A mãe e o pai continuarão aqui. Virei visitar-vos aos
domingos. Além do mais, Frans não saiu de repente. Há anos sabíamos que o nosso
irmão começaria como aprendiz aos treze anos. Nosso pai economizou muito para
pagar a taxa e falou sem parar que Frans aprenderia um outro lado da profissão,
voltaria para casa e os dois abririam uma fábrica de azulejos. Mas agora o nosso
pai ficava sentado ao lado da janela e nunca falava do futuro. Depois do
acidente com o pai, Frans passou dois dias em casa. E desde então não mais veio
nos visitar. A última vez que o vi foi quando fui à fábrica do outro lado da
cidade, onde ele é aprendiz. Parecia muito cansado e tinha queimaduras nos
braços, sofridas ao tirar os azulejos do forno. Contou-me que trabalhava do
amanhecer até tão tarde que às vezes chegava a perder a fome. O pai nunca
avisou que seria tão duro, reclamou, magoado. Só disse que o aprendizado havia
sido tudo para ele. Talvez tenha sido. Foi por isso que ele ficou assim,
observei.
Na manhã seguinte, quando estava pronta para partir, meu pai veio à porta,
arrastando os pés pelo corredor. Abracei a minha mãe e Agnes. O domingo chega logo,
tranquilizou minha mãe. Meu pai entregou-me um lenço com alguma coisa
embrulhada nele: isso é para se lembrar de casa, de nós, disse. Era o azulejo
dele de que eu mais gostava. A maioria dos que fizeram e revestiam a nossa casa
tinha algum defeito: estavam lascados, tortos ou manchados porque secaram em
forno quente demais. Mas meu pai guardou aquele especialmente para nós.
Mostrava apenas dois pequenos vultos, um menino e uma menina mais velha. Não
estavam brincando, como as crianças costumam estar, nos azulejos. Apenas andavam
e eram como Frans e eu, sempre que andávamos juntos: claro que o nosso pai
tinha pensado em nós quando pintou. O menino estava um pouco à frente da
menina, mas virado para trás, dizendo alguma coisa. Tinha o rosto travesso e os
cabelos despenteados. A menina usava touca como eu e não como a maioria, que
amarra as pontas sob o queixo ou atrás. Eu gostava de uma touca branca que tinha uma barra larga em volta
do rosto, cobrindo todo o meu cabelo e caindo em ponta, uma de cada lado, de
forma que não se podia ver o meu rosto de perfil. Eu deixava a minha touca
bem-engomada, fervendo-a com casca de batata. Fui-me afastando de casa,
carregando as minhas coisas amarradas num avental. Ainda era cedo, nossos
vizinhos jogavam baldes de água nos degraus e na rua em frente das suas casas,
esfregando-os. Agora, quem teria de fazer essa e muitas outras tarefas minhas
era Agnes, que ficaria com menos tempo para brincar na rua e à margem dos
canais.
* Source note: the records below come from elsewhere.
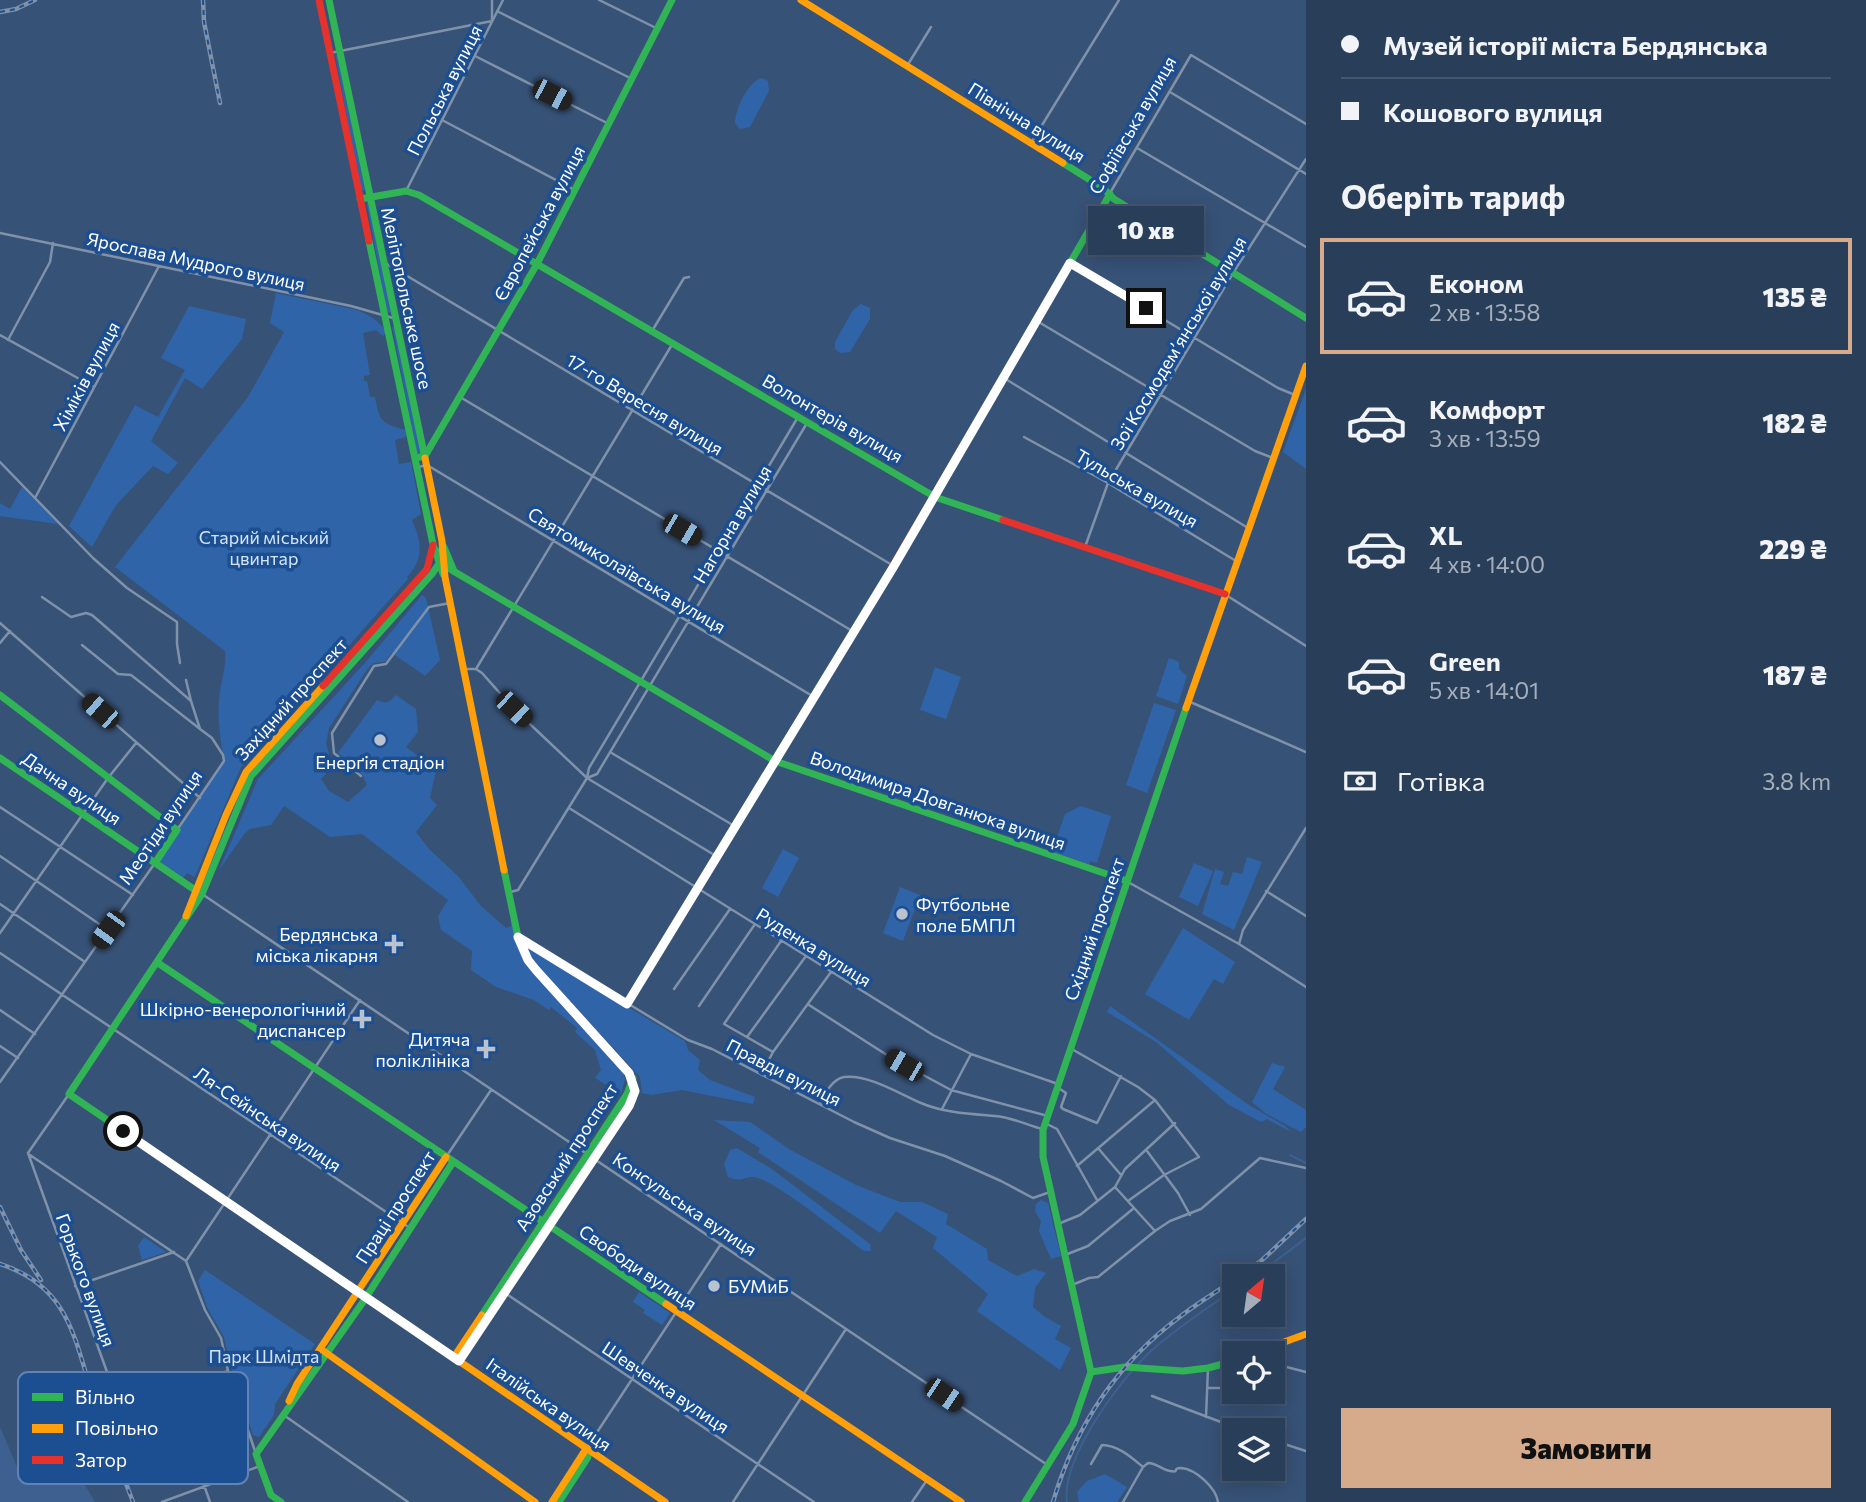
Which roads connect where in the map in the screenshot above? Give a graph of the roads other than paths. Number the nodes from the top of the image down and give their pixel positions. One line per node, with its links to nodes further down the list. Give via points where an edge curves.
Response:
1 (319, 0): 14 (main road, Мелітопольське шосе)
2 (329, 0): 13 (main road, Мелітопольське шосе)
3 (492, 0): 10 (street)
4 (503, 0): 9 (street, Польська вулиця)
5 (599, 0): 12 (street)
6 (672, 0): 12 (main road, Європейська вулиця)
7 (801, 0): 16 (main road, Північна вулиця)
8 (1119, 0): 22 (street)
9 (497, 11): 10 (street, Польська вулиця); 17 (street)
10 (492, 21): 13 (street); 15 (street, Польська вулиця)
11 (931, 27): 16 (street)
12 (657, 29): 17 (main road, Європейська вулиця)
13 (340, 51): 14 (street); 30 (main road, Мелітопольське шосе)
14 (330, 53): 31 (main road, Мелітопольське шосе)
15 (475, 56): 19 (street, Польська вулиця); 20 (street)
16 (907, 66): 22 (main road, Північна вулиця)
17 (632, 79): 20 (main road, Європейська вулиця)
18 (1170, 92): 21 (street, Софіївська вулиця, via 1191,55); 23 (street, Софіївська вулиця); 25 (street)
19 (442, 120): 27 (street); 28 (street, Польська вулиця)
20 (609, 124): 27 (main road, Європейська вулиця)
21 (1306, 124)
22 (1031, 143): 29 (main road, Північна вулиця)
23 (1137, 148): 29 (street, Софіївська вулиця); 32 (street)
24 (1306, 159): 25 (street, Зої Космодем’янської вулиця)
25 (1299, 170): 26 (street); 32 (street, Зої Космодем’янської вулиця)
26 (1306, 174)
27 (575, 190): 38 (main road, Європейська вулиця)
28 (406, 191): 30 (main road); 38 (main road, Волонтерів вулиця)
29 (1110, 194): 37 (main road, Софіївська вулиця); 40 (main road, Північна вулиця)
30 (370, 197): 31 (main road); 36 (main road, Мелітопольське шосе)
31 (360, 199): 42 (main road, Мелітопольське шосе)
32 (1264, 224): 35 (street); 40 (street, Зої Космодем’янської вулиця)
33 (0, 233): 34 (street, Ярослава Мудрого вулиця)
34 (53, 243): 39 (street, Ярослава Мудрого вулиця); 50 (street, via 50,262)
35 (1306, 247)
36 (384, 262): 44 (main road, Мелітопольське шосе); 46 (street, 17-го Вересня вулиця)
37 (1070, 263): 45 (main road, Софіївська вулиця); 49 (street)
38 (537, 264): 46 (main road, Європейська вулиця); 47 (main road, Волонтерів вулиця)
39 (159, 266): 42 (street, Ярослава Мудрого вулиця); 54 (street, Хіміків вулиця)
40 (1233, 273): 43 (main road, Північна вулиця); 49 (street, Зої Космодем’янської вулиця)
41 (689, 277): 47 (street, via 681,282)
42 (386, 316): 44 (street, Ярослава Мудрого вулиця); 65 (main road, Мелітопольське шосе)
43 (1306, 318)
44 (396, 319): 61 (main road, Мелітопольське шосе)
45 (1037, 321): 53 (main road, Софіївська вулиця); 55 (street)
46 (498, 331): 57 (main road, Європейська вулиця); 58 (street, 17-го Вересня вулиця)
47 (652, 331): 51 (main road, Волонтерів вулиця)
48 (0, 335): 50 (street)
49 (1195, 338): 55 (street, Зої Космодем’янської вулиця); 56 (street)
50 (8, 340): 54 (street)
51 (673, 343): 58 (street); 59 (main road, Волонтерів вулиця)
52 (1306, 366): 56 (main road, Східний проспект)
53 (1004, 378): 64 (street); 74 (main road, Софіївська вулиця)
54 (94, 387): 75 (street, Хіміків вулиця)
55 (1161, 395): 64 (street, Зої Космодем’янської вулиця); 66 (street)
56 (1296, 395): 66 (main road, Східний проспект)
57 (460, 397): 63 (main road, Європейська вулиця); 70 (street)
58 (632, 410): 70 (street); 72 (street, 17-го Вересня вулиця)
59 (799, 416): 60 (main road, Волонтерів вулиця); 72 (street, Нагорна вулиця)
60 (807, 422): 73 (street, Нагорна вулиця); 74 (main road, Волонтерів вулиця)
61 (420, 436): 63 (main road); 65 (main road, Мелітопольське шосе)
62 (1024, 437): 71 (street, Тульська вулиця)
63 (435, 439): 65 (main road, Європейська вулиця)
64 (1127, 451): 71 (street, Зої Космодем’янської вулиця); 76 (street)
65 (420, 457): 68 (main road, Мелітопольське шосе); 69 (main road, Мелітопольське шосе)
66 (1273, 458): 76 (main road, Східний проспект)
67 (0, 462): 75 (street)
68 (427, 465): 69 (street); 77 (main road, Мелітопольське шосе); 78 (street, Святомиколаївська вулиця)
69 (418, 467): 79 (main road, Мелітопольське шосе)
70 (593, 477): 78 (street); 81 (street)
71 (1108, 482): 80 (street, Зої Космодем’янської вулиця); 83 (street, Тульська вулиця)
72 (757, 485): 73 (street, 17-го Вересня вулиця); 81 (street, Нагорна вулиця)
73 (766, 490): 82 (street, Нагорна вулиця); 84 (street, 17-го Вересня вулиця)
74 (935, 497): 80 (main road, Волонтерів вулиця); 84 (main road, Софіївська вулиця)
75 (35, 498): 99 (street, via 93,558 177,622)
76 (1248, 528): 83 (main road, Східний проспект)
77 (442, 541): 85 (main road, Мелітопольське шосе); 86 (main road)
78 (554, 541): 90 (street); 91 (street, Святомиколаївська вулиця)
79 (433, 544): 85 (main road); 133 (main road, Західний проспект, via 427,569 246,772)
80 (1084, 547): 87 (main road, Волонтерів вулиця)
81 (718, 551): 82 (street); 91 (street, Нагорна вулиця)
82 (727, 556): 92 (street, Нагорна вулиця); 95 (street)
83 (1237, 561): 87 (main road, Східний проспект)
84 (894, 566): 95 (main road, Софіївська вулиця)
85 (442, 568): 86 (main road, Володимира Довганюка вулиця); 89 (main road, Мелітопольське шосе); 133 (main road, Західний проспект, via 251,776)
86 (455, 572): 90 (main road, Володимира Довганюка вулиця)
87 (1225, 594): 98 (street, Волонтерів вулиця); 108 (main road, Східний проспект)
88 (42, 597): 107 (street, via 71,617 92,615)
89 (450, 603): 100 (main road, Мелітопольське шосе); 115 (street, via 429,607 386,664 374,666 332,733 334,752)
90 (514, 607): 101 (street); 103 (main road, Володимира Довганюка вулиця)
91 (679, 615): 92 (street, Святомиколаївська вулиця); 103 (street, Нагорна вулиця)
92 (688, 621): 104 (street, Нагорна вулиця); 106 (street, Святомиколаївська вулиця)
93 (0, 623): 94 (street)
94 (10, 631): 96 (street); 110 (street)
95 (854, 632): 106 (main road, Софіївська вулиця)
96 (0, 643)
97 (82, 645): 109 (street, via 118,674 131,675)
98 (1306, 646)
99 (180, 663)
100 (465, 669): 101 (street); 134 (main road, Мелітопольське шосе)
101 (476, 669): 117 (street)
102 (186, 680): 107 (street)
103 (639, 681): 104 (main road, Володимира Довганюка вулиця); 117 (street, Нагорна вулиця)
104 (649, 687): 111 (street, Нагорна вулиця); 114 (main road, Володимира Довганюка вулиця)
105 (0, 695): 116 (main road)
106 (814, 697): 114 (main road, Софіївська вулиця)
107 (191, 701): 109 (street)
108 (1188, 701): 112 (street); 130 (main road, Східний проспект)
109 (200, 729): 118 (street, Меотіди вулиця, via 212,738 225,761)
110 (135, 743): 116 (street); 118 (street)
111 (610, 752): 117 (street, Нагорна вулиця, via 597,774); 122 (street)
112 (1306, 752)
113 (0, 758): 121 (main road, Дачна вулиця)
114 (775, 761): 122 (main road, Софіївська вулиця); 130 (main road, Володимира Довганюка вулиця)
115 (361, 776)
116 (108, 778): 121 (street); 124 (main road)
117 (587, 778): 120 (street, Нагорна вулиця); 127 (street)
118 (200, 798): 124 (street, Меотіди вулиця)
119 (0, 807): 125 (street)
120 (569, 808): 131 (street, Руденка вулиця); 134 (street, Нагорна вулиця, via 518,890)
121 (82, 814): 125 (street); 128 (main road, Дачна вулиця)
122 (736, 827): 127 (main road, Софіївська вулиця)
123 (1306, 828): 132 (street)
124 (177, 830): 128 (main road, Меотіди вулиця)
125 (60, 847): 129 (street); 135 (street)
126 (0, 856): 129 (street)
127 (718, 857): 131 (main road, Софіївська вулиця)
128 (155, 863): 133 (main road, Дачна вулиця); 135 (street, Меотіди вулиця)
129 (36, 881): 138 (street); 141 (street)
130 (1127, 881): 145 (street, Володимира Довганюка вулиця); 163 (main road, Східний проспект)
131 (699, 888): 137 (street, Руденка вулиця); 155 (main road, Софіївська вулиця)
132 (1266, 891): 139 (street); 145 (street)
133 (199, 892): 149 (main road, Західний проспект); 154 (street, Консульська вулиця)
134 (510, 892): 143 (main road, Мелітопольське шосе)
135 (133, 895): 141 (street, Меотіди вулиця)
136 (0, 904): 138 (street)
137 (730, 909): 140 (street, Руденка вулиця); 152 (street)
138 (13, 914): 142 (street); 148 (street)
139 (1306, 916)
140 (755, 925): 144 (street, Руденка вулиця); 157 (street)
141 (108, 930): 148 (street, Меотіди вулиця)
142 (0, 933)
143 (518, 937): 155 (street, Правди вулиця); 170 (main road, Мелітопольське шосе, via 536,970)
144 (781, 941): 147 (street, Руденка вулиця); 161 (street, via 724,1024)
145 (1238, 944): 151 (street, Володимира Довганюка вулиця)
146 (0, 953): 153 (street, Ля-Сейнська вулиця)
147 (806, 956): 150 (street, Руденка вулиця); 161 (street)
148 (85, 962): 153 (street, Меотіди вулиця)
149 (158, 963): 159 (main road, Західний проспект); 167 (main road, Свободи вулиця)
150 (831, 972): 156 (street); 165 (street, Руденка вулиця)
151 (1306, 987)
152 (674, 989)
153 (63, 994): 159 (street, Ля-Сейнська вулиця); 160 (street, Меотіди вулиця)
154 (360, 1000): 167 (street); 173 (street, Консульська вулиця)
155 (627, 1004): 168 (street, Правди вулиця, via 685,1039)
156 (808, 1005): 164 (street); 174 (street)
157 (699, 1006)
158 (0, 1010): 160 (street)
159 (113, 1029): 175 (main road, Західний проспект); 181 (street, Ля-Сейнська вулиця)
160 (35, 1034): 166 (street, Меотіди вулиця)
161 (747, 1037): 164 (street)
162 (0, 1046): 166 (street)
163 (1070, 1048): 169 (street); 172 (main road, Східний проспект)
164 (773, 1052): 168 (street)
165 (971, 1054): 172 (street, Руденка вулиця); 174 (street)
166 (18, 1058): 171 (street, Меотіди вулиця)
167 (315, 1068): 181 (street); 186 (main road, Свободи вулиця)
168 (761, 1074): 177 (street, Правди вулиця)
169 (1121, 1076): 172 (street, via 1097,1123 1063,1109 1066,1093); 176 (street)
170 (633, 1078): 185 (main road, Азовський проспект)
171 (0, 1082)
172 (1058, 1085): 179 (main road, Східний проспект)
173 (492, 1089): 185 (street, Консульська вулиця); 186 (street, Праці проспект)
174 (951, 1090): 178 (street); 179 (street)
175 (69, 1094): 184 (street, Західний проспект); 195 (main road, Італійська вулиця)
176 (1155, 1100): 180 (street); 182 (street)
177 (820, 1104): 178 (street, via 839,1079 851,1077); 192 (street, Правди вулиця, via 1033,1198)
178 (942, 1109): 179 (street)
179 (1045, 1123): 187 (street, via 1058,1129); 192 (main road, Східний проспект, via 1043,1157)
180 (1175, 1123): 183 (street); 190 (street, via 1199,1157)
181 (271, 1135): 195 (street); 200 (street, Ля-Сейнська вулиця)
182 (1098, 1148): 187 (street); 189 (street)
183 (1147, 1150): 189 (street); 190 (street)
184 (28, 1153): 203 (street); 207 (street, Горького вулиця)
185 (591, 1156): 198 (main road, Азовський проспект); 202 (street, Консульська вулиця)
186 (450, 1160): 198 (main road, Свободи вулиця); 200 (main road, Праці проспект)
187 (1077, 1166): 193 (street)
188 (1306, 1168): 197 (street, via 1260,1158)
189 (1121, 1175): 191 (street)
190 (1164, 1175): 194 (street); 197 (street)
191 (1115, 1187): 193 (street); 194 (street)
192 (1050, 1192): 199 (main road, Східний проспект)
193 (1098, 1201): 199 (street)
194 (1128, 1201): 196 (street)
195 (226, 1202): 205 (street); 209 (main road, Італійська вулиця)
196 (1134, 1208): 201 (street); 204 (street, via 1087,1246)
197 (1189, 1215): 201 (street)
198 (545, 1224): 208 (main road, Азовський проспект); 211 (main road, Свободи вулиця)
199 (1058, 1224): 204 (main road, Східний проспект)
200 (406, 1226): 209 (main road, Праці проспект); 210 (main road, Праці проспект)
201 (1155, 1231): 206 (street, via 1098,1277)
202 (721, 1244): 211 (street); 212 (street, Консульська вулиця)
203 (174, 1252): 205 (street); 207 (street)
204 (1065, 1255): 206 (main road, Східний проспект)
205 (186, 1261): 220 (street, via 221,1338)
206 (1072, 1285): 223 (main road, Східний проспект)
207 (75, 1286): 221 (street, Горького вулиця)
208 (502, 1291): 216 (main road, Азовський проспект); 225 (street, Шевченка вулиця)
209 (358, 1292): 210 (main road, Італійська вулиця); 215 (main road, Праці проспект)
210 (366, 1297): 215 (main road, Праці проспект); 216 (main road, Італійська вулиця)
211 (676, 1311): 225 (street); 229 (main road, Свободи вулиця)
212 (846, 1329): 229 (street); 241 (street, Консульська вулиця)
213 (1306, 1334): 214 (main road)
214 (1285, 1342)
215 (324, 1352): 230 (main road, Праці проспект); 252 (main road)
216 (456, 1359): 235 (main road, Італійська вулиця)
217 (1222, 1364): 219 (main road)
218 (1285, 1367): 224 (street)
219 (1208, 1368): 223 (main road, via 1128,1367); 226 (street)
220 (228, 1371): 222 (street)
221 (106, 1372)
222 (225, 1372)
223 (1091, 1372): 241 (main road, via 1086,1393)
224 (1306, 1372)
225 (632, 1378): 235 (street); 238 (street, Шевченка вулиця)
226 (1208, 1388): 227 (street); 231 (street)
227 (1222, 1388)
228 (1152, 1395): 231 (street)
229 (802, 1396): 238 (street); 244 (main road, Свободи вулиця)
230 (282, 1414): 237 (main road, Праці проспект); 251 (street)
231 (1206, 1417): 232 (street)
232 (1222, 1423)
233 (248, 1430): 237 (street)
234 (1285, 1444): 236 (street)
235 (586, 1449): 253 (main road); 254 (main road, via 589,1457); 255 (main road, Італійська вулиця)
236 (1306, 1451)
237 (256, 1454): 240 (main road)
238 (759, 1464): 256 (street); 257 (street, Шевченка вулиця)
239 (1091, 1464): 242 (street, via 1102,1445 1110,1445)
240 (260, 1466): 243 (street); 247 (main road)
241 (1049, 1466): 260 (main road)
242 (1143, 1468): 261 (street); 262 (street, via 1148,1463 1170,1471 1182,1468 1205,1479)
243 (248, 1470)
244 (927, 1479): 258 (street); 259 (main road, Свободи вулиця)
245 (210, 1484): 246 (street)
246 (204, 1486): 248 (street); 249 (street)
247 (272, 1499): 250 (main road)
248 (162, 1502)
249 (210, 1502)
250 (281, 1502)
251 (408, 1502)
252 (535, 1502)
253 (552, 1502)
254 (559, 1502)
255 (666, 1502)
256 (733, 1502)
257 (814, 1502)
258 (912, 1502)
259 (961, 1502)
260 (1025, 1502)
261 (1123, 1502)
262 (1218, 1502)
A vida dela também estava mudando.
As pessoas cumprimentavam-me e me olhavam, curiosas,
enquanto passava. Ninguém perguntava aonde estava indo nem fazia gentilezas.
Não precisavam, sabiam o que acontecia com as famílias quando um homem perdia o
ofício. Era coisa para se comentar depois: a jovem Griet virou criada, o pai
fez a família se rebaixar. Mas eles não gostavam de ver, pois poderiam
facilmente passar por aquilo também.
Toda a vida eu tinha percorrido aquela rua, só que nunca
tão ciente de estar dando as costas para a minha casa. Quando cheguei ao final
da rua e sumi de vista da minha família, ficou um pouco mais fácil andar firme
e olhar ao redor. A manhã ainda estava fria, o céu cinza-esbranquiçado caía
sobre Delft como um lençol, o sol de Verão ainda não estava alto o bastante
para apagar aquela cor. O canal em cuja margem eu passava era um espelho de luz
branca com toques verdes. Quando o sol ficasse mais forte, o canal escureceria,
ficando da cor do limo. Frans, Agnes e eu costumávamos sentar-nos à beira do
canal e jogar coisas na água (seixos, galhos; uma vez, um azulejo quebrado), imaginando que no fundo não encontrariam
peixes, mas criaturas da nossa fantasia, com muitos olhos, escamas, mãos e
barbatanas. Frans inventava os monstros mais interessantes. Agnes era a mais
assustada. Eu sempre acabava com a brincadeira, muito propensa a ver as coisas
como elas deviam ser e não inventar o que não existia». In Tracy
Chevalier, Moça com Brinco de Pérola, 1999, Bertrand
Brasil, 2002, ISBN 978-852-860-957-8.